Saturday, January 22, 2005

1st post for MHA

The newest Mapleton Mobilizer and minutes to the management committee meetings have been posted at the main site.

From the Denver Post, Thursday, January 13, 2005

Boulder - Mark Reeder sipped a cup of tea and looked out his back window, where just a few feet away three deer made their way across a small brook and stepped past snowy trees on a cold Wednesday morning.

Reeder lives in Boulder, all right. But he's not in a posh cabin next to Chautauqua Park or a sprawling mansion on a golf course.

He lives in a mobile home park with neighbors who make about 30 percent of what a typical Boulder resident does. And thanks to unique cooperation among neighbors, the city and a nonprofit group, the park will remain affordable for low-income residents for at least the next 99 years.

"There is no place in Boulder - there's no place in the country, as a matter of fact - which designates this amount of affordable housing for that 30 percent (average mean income) group," Reeder said of Mapleton Mobile Home Park. "It's just kind of this beautiful piece of Eden in the middle of Boulder."

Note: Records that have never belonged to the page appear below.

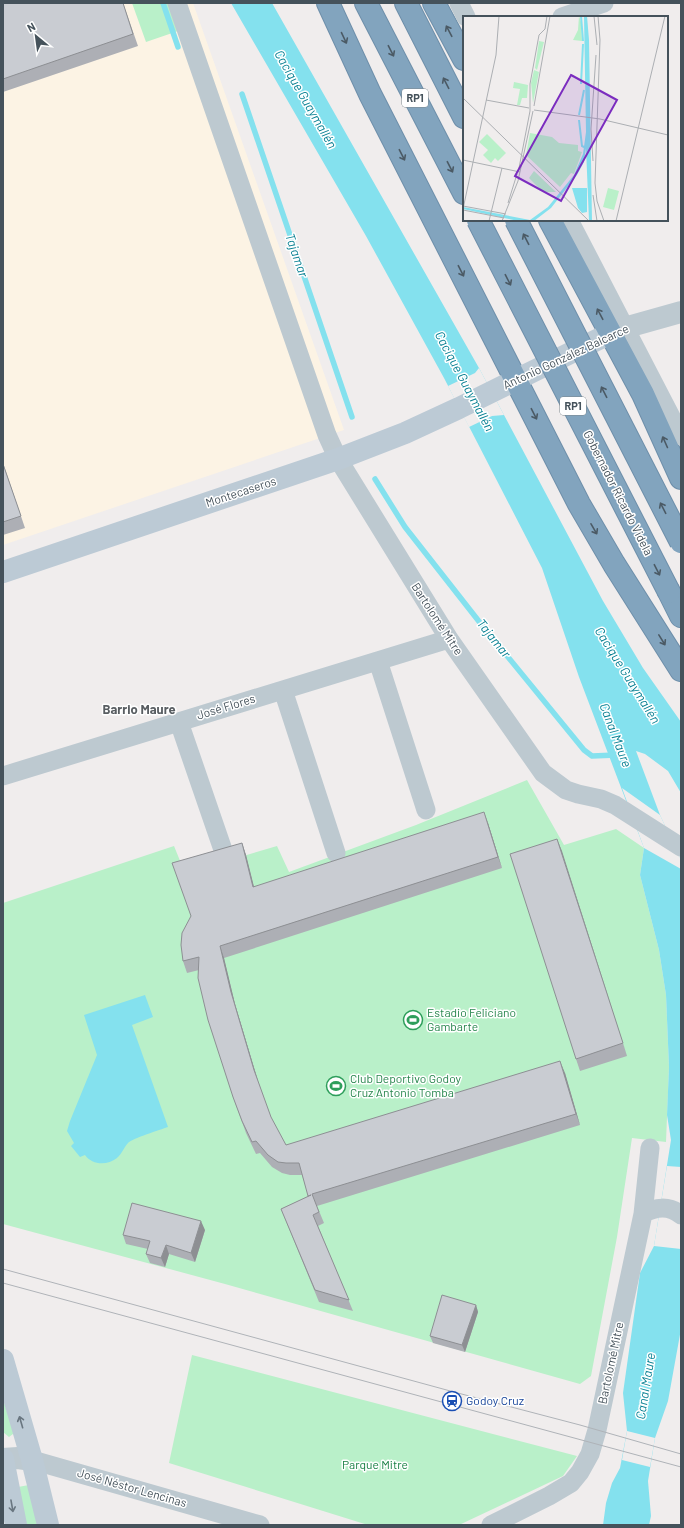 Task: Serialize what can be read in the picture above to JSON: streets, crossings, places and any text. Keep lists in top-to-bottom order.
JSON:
{
  "streets": {
    "highway": ["RP1", "Gobernador Ricardo Videla"],
    "main road": ["Antonio González Balcarce", "Montecaseros"],
    "street": ["Bartolomé Mitre", "José Flores", "José Néstor Lencinas"]
  },
  "crossings": [
    ["Antonio González Balcarce", "Montecaseros"],
    ["Montecaseros", "Bartolomé Mitre"],
    ["Bartolomé Mitre", "José Flores"]
  ],
  "districts": ["Barrio Maure"],
  "water": ["Cacique Guaymallén", "Tajamar", "Canal Maure"],
  "parks": ["Parque Mitre"],
  "places": {
    "sports": ["Estadio Feliciano Gambarte", "Club Deportivo Godoy Cruz Antonio Tomba"],
    "station": ["Godoy Cruz"]
  },
  "north": "top left"
}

Mapleton became the first permanently affordable mobile home park in the state - and one of just a few in the country - last month when the city closed on a land deal with Thistle Community Housing, a private, nonprofit affordable- housing provider.

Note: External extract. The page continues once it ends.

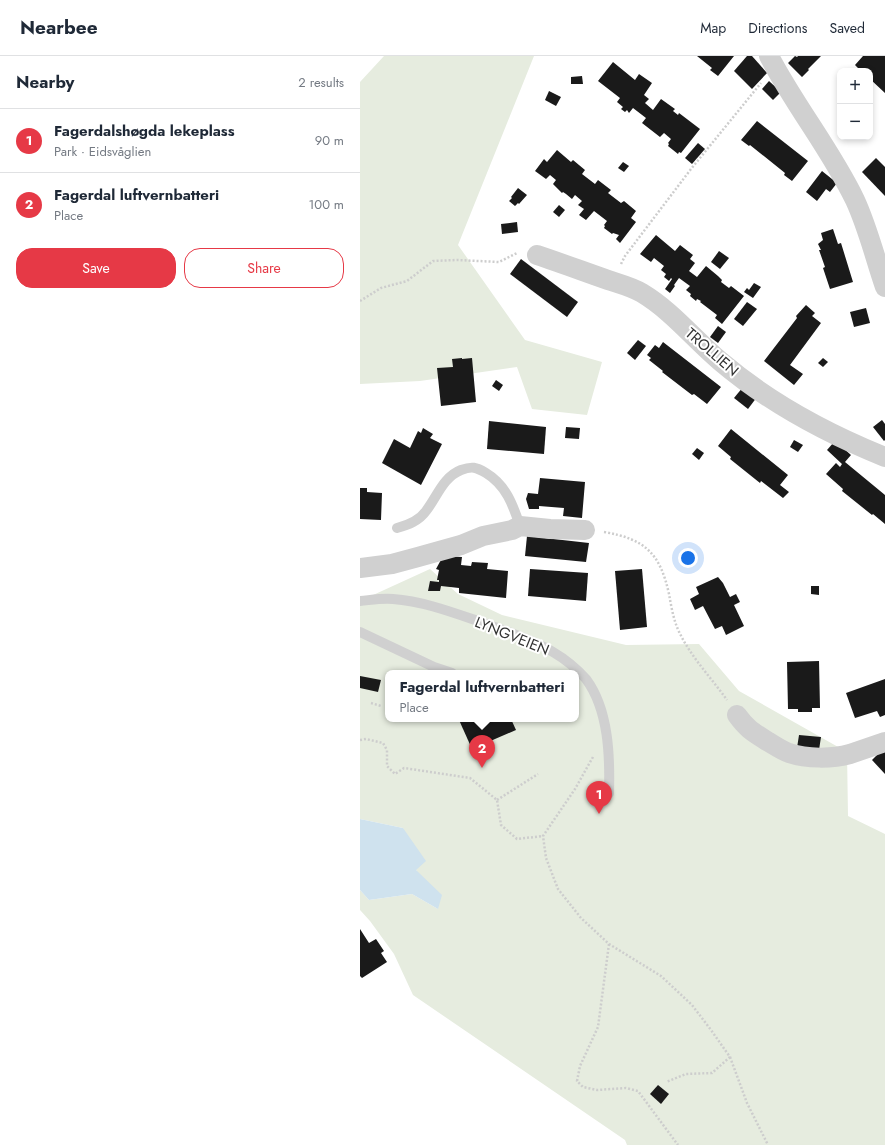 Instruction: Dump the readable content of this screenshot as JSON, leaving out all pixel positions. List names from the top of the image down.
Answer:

The Mapleton Homeowners Association worked toward the goal for eight years, and affordable financing was acquired by Thistle. City officials put up a good price, and Boulder acquired the park's 120 units, which will soon receive a $2 million infrastructure upgrade.

"We expect that the community will be (a model)," said Jeff Yegian with Boulder's Housing and Human Services. "And we already have provided information to other communities facing similar issues."

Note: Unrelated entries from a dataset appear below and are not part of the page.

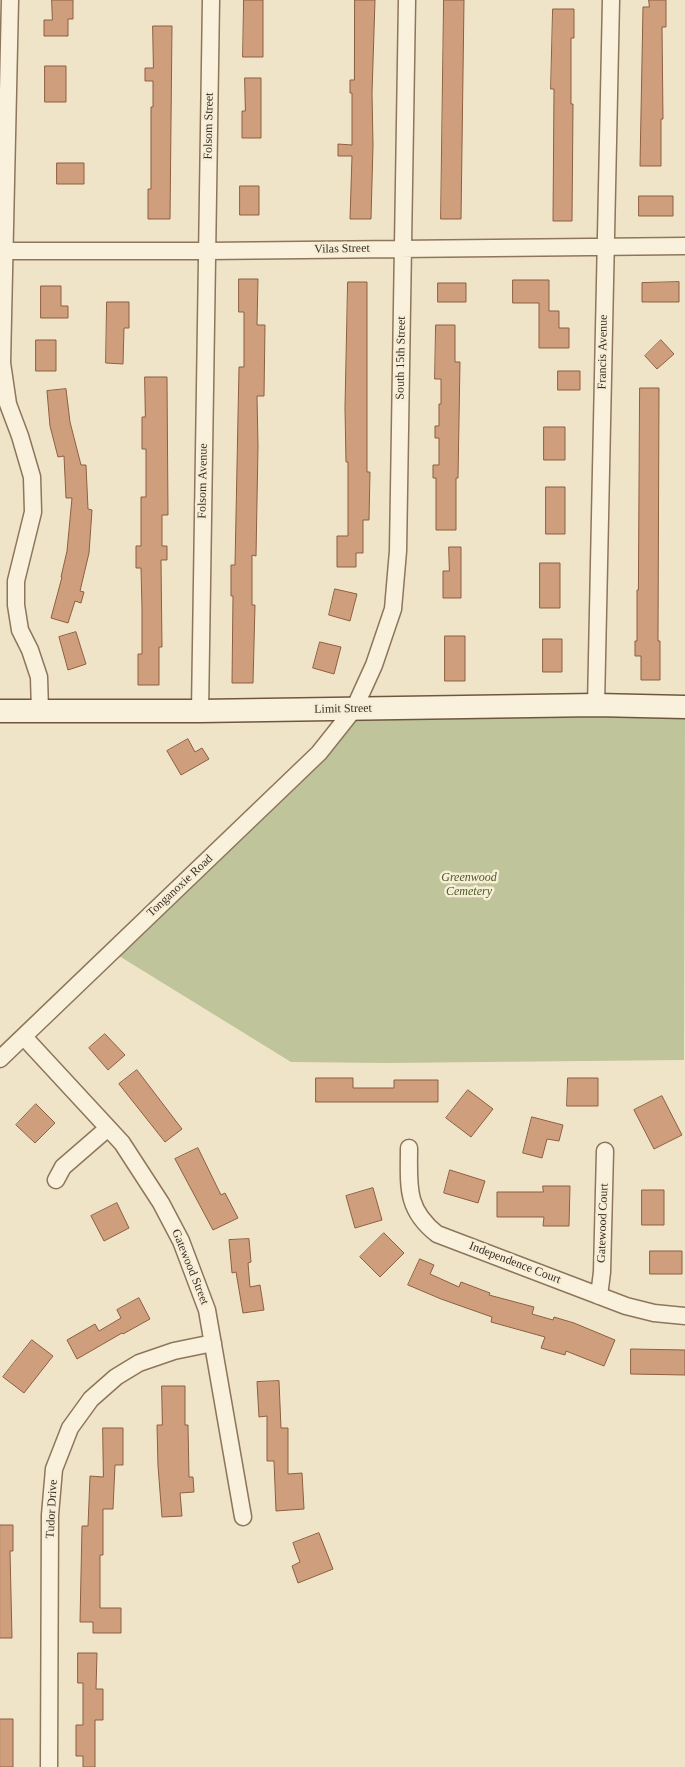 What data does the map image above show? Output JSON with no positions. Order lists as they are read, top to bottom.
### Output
{
  "streets": {
    "street": [
      "Folsom Street",
      "Vilas Street",
      "Francis Avenue",
      "South 15th Street",
      "Folsom Avenue",
      "Limit Street",
      "Tonganoxie Road",
      "Gatewood Court",
      "Independence Court",
      "Gatewood Street",
      "Tudor Drive"
    ]
  },
  "crossings": [
    ["Folsom Street", "Vilas Street"],
    ["Folsom Street", "Folsom Avenue"],
    ["Vilas Street", "Francis Avenue"],
    ["Vilas Street", "South 15th Street"],
    ["Vilas Street", "Folsom Avenue"],
    ["Francis Avenue", "Limit Street"],
    ["South 15th Street", "Limit Street"],
    ["South 15th Street", "Tonganoxie Road"],
    ["Folsom Avenue", "Limit Street"],
    ["Limit Street", "Tonganoxie Road"],
    ["Tonganoxie Road", "Gatewood Street"],
    ["Gatewood Court", "Independence Court"],
    ["Gatewood Street", "Tudor Drive"]
  ],
  "parks": ["Greenwood Cemetery"]
}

Yegian said the park is a "significant contribution" to the city's goal of having 4,500 affordable homes by 2010.

"The point was this park has, over the years, served a very large percentage of the population who are extremely low income," Yegian said. "We didn't want to lose that."

Under the deal, Thistle owns the land, but residents control the management as part of a 99-year lease agreement.

"You've got a community here that was extremely well-organized," Thistle executive director Aaron Miripol said. "They actually approached us about getting involved in this."

The park's homeowners association had been interested in buying the land when the previous owner put it up for sale in 1996, but it was too expensive.

That's when Boulder housing planner Cindy Pieropan recognized a unique opportunity. Flood mitigation and affordable housing had been named as goals a year earlier in the Boulder Valley Comprehensive Plan.

"It just seemed to be an opportunity to combine both goals," Pieropan said.

The city bought the land and upgraded a major drainage though the property along Goose Creek. When that project was finished in 2003, city officials worked with Thistle and Mapleton residents to sell the land back to them.

The deal closed Dec. 9.

"It was a long and difficult but very rewarding process," Pieropan said. "A big part of what made it difficult was there was not a model."

John Davis with Burlington Associates in Community Development, a Vermont-based consulting cooperative promoting community land trusts, said Thistle's arrangement is"one of the flagship community land trusts in the country."

"It is precisely those affluent communities like Boulder that are seeing interest in these kinds of developments," Davis said. "There will be many areas watching the success of this project."

Miripol said the value of affordable housing goes beyond any altruistic factors.

"You want to have a workforce in this community that provides your basic service industry, teaching - really kind of the folks that otherwise would not have an opportunity to be able to afford to live in this community," he said. "That is what Mapleton had done and what it will now do permanently."